_THE RECORDS_:
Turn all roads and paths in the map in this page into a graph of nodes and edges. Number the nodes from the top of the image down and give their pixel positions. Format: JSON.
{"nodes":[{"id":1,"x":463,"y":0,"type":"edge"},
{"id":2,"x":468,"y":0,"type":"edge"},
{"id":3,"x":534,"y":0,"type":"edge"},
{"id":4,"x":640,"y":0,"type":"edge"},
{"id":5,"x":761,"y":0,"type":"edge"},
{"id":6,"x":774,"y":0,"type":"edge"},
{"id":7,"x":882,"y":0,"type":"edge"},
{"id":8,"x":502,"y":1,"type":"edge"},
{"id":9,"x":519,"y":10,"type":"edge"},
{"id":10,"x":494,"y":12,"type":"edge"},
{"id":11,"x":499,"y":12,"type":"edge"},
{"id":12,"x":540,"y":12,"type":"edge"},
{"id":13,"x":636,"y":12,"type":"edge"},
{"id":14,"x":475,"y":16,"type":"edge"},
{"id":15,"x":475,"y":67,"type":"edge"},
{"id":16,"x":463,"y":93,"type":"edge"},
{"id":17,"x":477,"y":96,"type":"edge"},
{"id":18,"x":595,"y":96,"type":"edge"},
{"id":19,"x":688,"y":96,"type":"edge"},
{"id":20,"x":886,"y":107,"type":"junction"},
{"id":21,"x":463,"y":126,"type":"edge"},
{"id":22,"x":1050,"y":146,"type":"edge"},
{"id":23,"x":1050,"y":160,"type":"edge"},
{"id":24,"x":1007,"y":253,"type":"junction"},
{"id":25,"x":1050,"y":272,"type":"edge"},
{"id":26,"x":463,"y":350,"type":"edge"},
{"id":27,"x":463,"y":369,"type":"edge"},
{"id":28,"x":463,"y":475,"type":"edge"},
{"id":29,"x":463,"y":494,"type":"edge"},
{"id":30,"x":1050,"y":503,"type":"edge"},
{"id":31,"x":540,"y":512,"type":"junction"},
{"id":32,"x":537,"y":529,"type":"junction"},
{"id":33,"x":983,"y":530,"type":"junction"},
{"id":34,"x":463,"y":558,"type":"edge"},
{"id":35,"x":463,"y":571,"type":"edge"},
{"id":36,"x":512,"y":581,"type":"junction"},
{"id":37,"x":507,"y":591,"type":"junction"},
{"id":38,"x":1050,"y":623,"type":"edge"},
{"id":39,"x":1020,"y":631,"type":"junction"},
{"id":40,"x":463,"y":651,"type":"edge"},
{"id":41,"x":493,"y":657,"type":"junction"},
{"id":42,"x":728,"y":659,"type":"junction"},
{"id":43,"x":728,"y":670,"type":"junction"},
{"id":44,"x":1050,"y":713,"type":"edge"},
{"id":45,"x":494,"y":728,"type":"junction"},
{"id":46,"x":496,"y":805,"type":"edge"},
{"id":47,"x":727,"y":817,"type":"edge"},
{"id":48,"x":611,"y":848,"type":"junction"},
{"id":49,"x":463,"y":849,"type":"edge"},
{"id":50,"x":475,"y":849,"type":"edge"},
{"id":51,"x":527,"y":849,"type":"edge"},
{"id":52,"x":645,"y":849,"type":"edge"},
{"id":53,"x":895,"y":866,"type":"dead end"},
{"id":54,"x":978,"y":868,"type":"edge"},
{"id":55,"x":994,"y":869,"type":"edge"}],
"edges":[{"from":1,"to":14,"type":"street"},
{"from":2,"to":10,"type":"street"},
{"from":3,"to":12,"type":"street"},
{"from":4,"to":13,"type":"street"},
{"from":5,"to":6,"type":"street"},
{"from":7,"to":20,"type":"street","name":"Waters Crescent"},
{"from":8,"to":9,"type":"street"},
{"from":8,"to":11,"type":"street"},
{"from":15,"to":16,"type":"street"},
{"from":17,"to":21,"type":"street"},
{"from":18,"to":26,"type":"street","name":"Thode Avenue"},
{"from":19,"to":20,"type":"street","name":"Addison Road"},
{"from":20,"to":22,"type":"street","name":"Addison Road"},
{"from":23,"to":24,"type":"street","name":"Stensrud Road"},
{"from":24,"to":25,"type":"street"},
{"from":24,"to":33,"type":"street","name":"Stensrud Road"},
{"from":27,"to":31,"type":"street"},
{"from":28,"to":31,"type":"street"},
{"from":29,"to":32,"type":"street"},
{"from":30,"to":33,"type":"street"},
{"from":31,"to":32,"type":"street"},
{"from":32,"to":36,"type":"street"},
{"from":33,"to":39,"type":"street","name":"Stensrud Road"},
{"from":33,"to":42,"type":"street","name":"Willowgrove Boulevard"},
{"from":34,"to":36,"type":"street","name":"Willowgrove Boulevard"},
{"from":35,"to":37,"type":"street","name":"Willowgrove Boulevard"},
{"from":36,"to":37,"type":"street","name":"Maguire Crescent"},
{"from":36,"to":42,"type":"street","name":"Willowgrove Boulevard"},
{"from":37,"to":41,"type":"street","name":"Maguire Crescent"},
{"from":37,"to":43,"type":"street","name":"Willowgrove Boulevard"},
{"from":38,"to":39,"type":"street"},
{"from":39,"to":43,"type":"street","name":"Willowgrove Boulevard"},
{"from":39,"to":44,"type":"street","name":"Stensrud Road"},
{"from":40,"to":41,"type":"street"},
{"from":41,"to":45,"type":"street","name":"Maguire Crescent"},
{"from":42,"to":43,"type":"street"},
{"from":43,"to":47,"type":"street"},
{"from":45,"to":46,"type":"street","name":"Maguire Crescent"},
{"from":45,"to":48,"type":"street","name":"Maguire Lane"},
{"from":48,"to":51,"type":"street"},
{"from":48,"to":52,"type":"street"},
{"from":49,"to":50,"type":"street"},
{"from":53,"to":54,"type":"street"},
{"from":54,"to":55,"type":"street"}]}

_ASSIGNMENT_:
Produce the records once again, exactly as they stand above.

_RESULT_:
Turn all roads and paths in the map in this page into a graph of nodes and edges. Number the nodes from the top of the image down and give their pixel positions. Format: JSON.
{"nodes":[{"id":1,"x":463,"y":0,"type":"edge"},
{"id":2,"x":468,"y":0,"type":"edge"},
{"id":3,"x":534,"y":0,"type":"edge"},
{"id":4,"x":640,"y":0,"type":"edge"},
{"id":5,"x":761,"y":0,"type":"edge"},
{"id":6,"x":774,"y":0,"type":"edge"},
{"id":7,"x":882,"y":0,"type":"edge"},
{"id":8,"x":502,"y":1,"type":"edge"},
{"id":9,"x":519,"y":10,"type":"edge"},
{"id":10,"x":494,"y":12,"type":"edge"},
{"id":11,"x":499,"y":12,"type":"edge"},
{"id":12,"x":540,"y":12,"type":"edge"},
{"id":13,"x":636,"y":12,"type":"edge"},
{"id":14,"x":475,"y":16,"type":"edge"},
{"id":15,"x":475,"y":67,"type":"edge"},
{"id":16,"x":463,"y":93,"type":"edge"},
{"id":17,"x":477,"y":96,"type":"edge"},
{"id":18,"x":595,"y":96,"type":"edge"},
{"id":19,"x":688,"y":96,"type":"edge"},
{"id":20,"x":886,"y":107,"type":"junction"},
{"id":21,"x":463,"y":126,"type":"edge"},
{"id":22,"x":1050,"y":146,"type":"edge"},
{"id":23,"x":1050,"y":160,"type":"edge"},
{"id":24,"x":1007,"y":253,"type":"junction"},
{"id":25,"x":1050,"y":272,"type":"edge"},
{"id":26,"x":463,"y":350,"type":"edge"},
{"id":27,"x":463,"y":369,"type":"edge"},
{"id":28,"x":463,"y":475,"type":"edge"},
{"id":29,"x":463,"y":494,"type":"edge"},
{"id":30,"x":1050,"y":503,"type":"edge"},
{"id":31,"x":540,"y":512,"type":"junction"},
{"id":32,"x":537,"y":529,"type":"junction"},
{"id":33,"x":983,"y":530,"type":"junction"},
{"id":34,"x":463,"y":558,"type":"edge"},
{"id":35,"x":463,"y":571,"type":"edge"},
{"id":36,"x":512,"y":581,"type":"junction"},
{"id":37,"x":507,"y":591,"type":"junction"},
{"id":38,"x":1050,"y":623,"type":"edge"},
{"id":39,"x":1020,"y":631,"type":"junction"},
{"id":40,"x":463,"y":651,"type":"edge"},
{"id":41,"x":493,"y":657,"type":"junction"},
{"id":42,"x":728,"y":659,"type":"junction"},
{"id":43,"x":728,"y":670,"type":"junction"},
{"id":44,"x":1050,"y":713,"type":"edge"},
{"id":45,"x":494,"y":728,"type":"junction"},
{"id":46,"x":496,"y":805,"type":"edge"},
{"id":47,"x":727,"y":817,"type":"edge"},
{"id":48,"x":611,"y":848,"type":"junction"},
{"id":49,"x":463,"y":849,"type":"edge"},
{"id":50,"x":475,"y":849,"type":"edge"},
{"id":51,"x":527,"y":849,"type":"edge"},
{"id":52,"x":645,"y":849,"type":"edge"},
{"id":53,"x":895,"y":866,"type":"dead end"},
{"id":54,"x":978,"y":868,"type":"edge"},
{"id":55,"x":994,"y":869,"type":"edge"}],
"edges":[{"from":1,"to":14,"type":"street"},
{"from":2,"to":10,"type":"street"},
{"from":3,"to":12,"type":"street"},
{"from":4,"to":13,"type":"street"},
{"from":5,"to":6,"type":"street"},
{"from":7,"to":20,"type":"street","name":"Waters Crescent"},
{"from":8,"to":9,"type":"street"},
{"from":8,"to":11,"type":"street"},
{"from":15,"to":16,"type":"street"},
{"from":17,"to":21,"type":"street"},
{"from":18,"to":26,"type":"street","name":"Thode Avenue"},
{"from":19,"to":20,"type":"street","name":"Addison Road"},
{"from":20,"to":22,"type":"street","name":"Addison Road"},
{"from":23,"to":24,"type":"street","name":"Stensrud Road"},
{"from":24,"to":25,"type":"street"},
{"from":24,"to":33,"type":"street","name":"Stensrud Road"},
{"from":27,"to":31,"type":"street"},
{"from":28,"to":31,"type":"street"},
{"from":29,"to":32,"type":"street"},
{"from":30,"to":33,"type":"street"},
{"from":31,"to":32,"type":"street"},
{"from":32,"to":36,"type":"street"},
{"from":33,"to":39,"type":"street","name":"Stensrud Road"},
{"from":33,"to":42,"type":"street","name":"Willowgrove Boulevard"},
{"from":34,"to":36,"type":"street","name":"Willowgrove Boulevard"},
{"from":35,"to":37,"type":"street","name":"Willowgrove Boulevard"},
{"from":36,"to":37,"type":"street","name":"Maguire Crescent"},
{"from":36,"to":42,"type":"street","name":"Willowgrove Boulevard"},
{"from":37,"to":41,"type":"street","name":"Maguire Crescent"},
{"from":37,"to":43,"type":"street","name":"Willowgrove Boulevard"},
{"from":38,"to":39,"type":"street"},
{"from":39,"to":43,"type":"street","name":"Willowgrove Boulevard"},
{"from":39,"to":44,"type":"street","name":"Stensrud Road"},
{"from":40,"to":41,"type":"street"},
{"from":41,"to":45,"type":"street","name":"Maguire Crescent"},
{"from":42,"to":43,"type":"street"},
{"from":43,"to":47,"type":"street"},
{"from":45,"to":46,"type":"street","name":"Maguire Crescent"},
{"from":45,"to":48,"type":"street","name":"Maguire Lane"},
{"from":48,"to":51,"type":"street"},
{"from":48,"to":52,"type":"street"},
{"from":49,"to":50,"type":"street"},
{"from":53,"to":54,"type":"street"},
{"from":54,"to":55,"type":"street"}]}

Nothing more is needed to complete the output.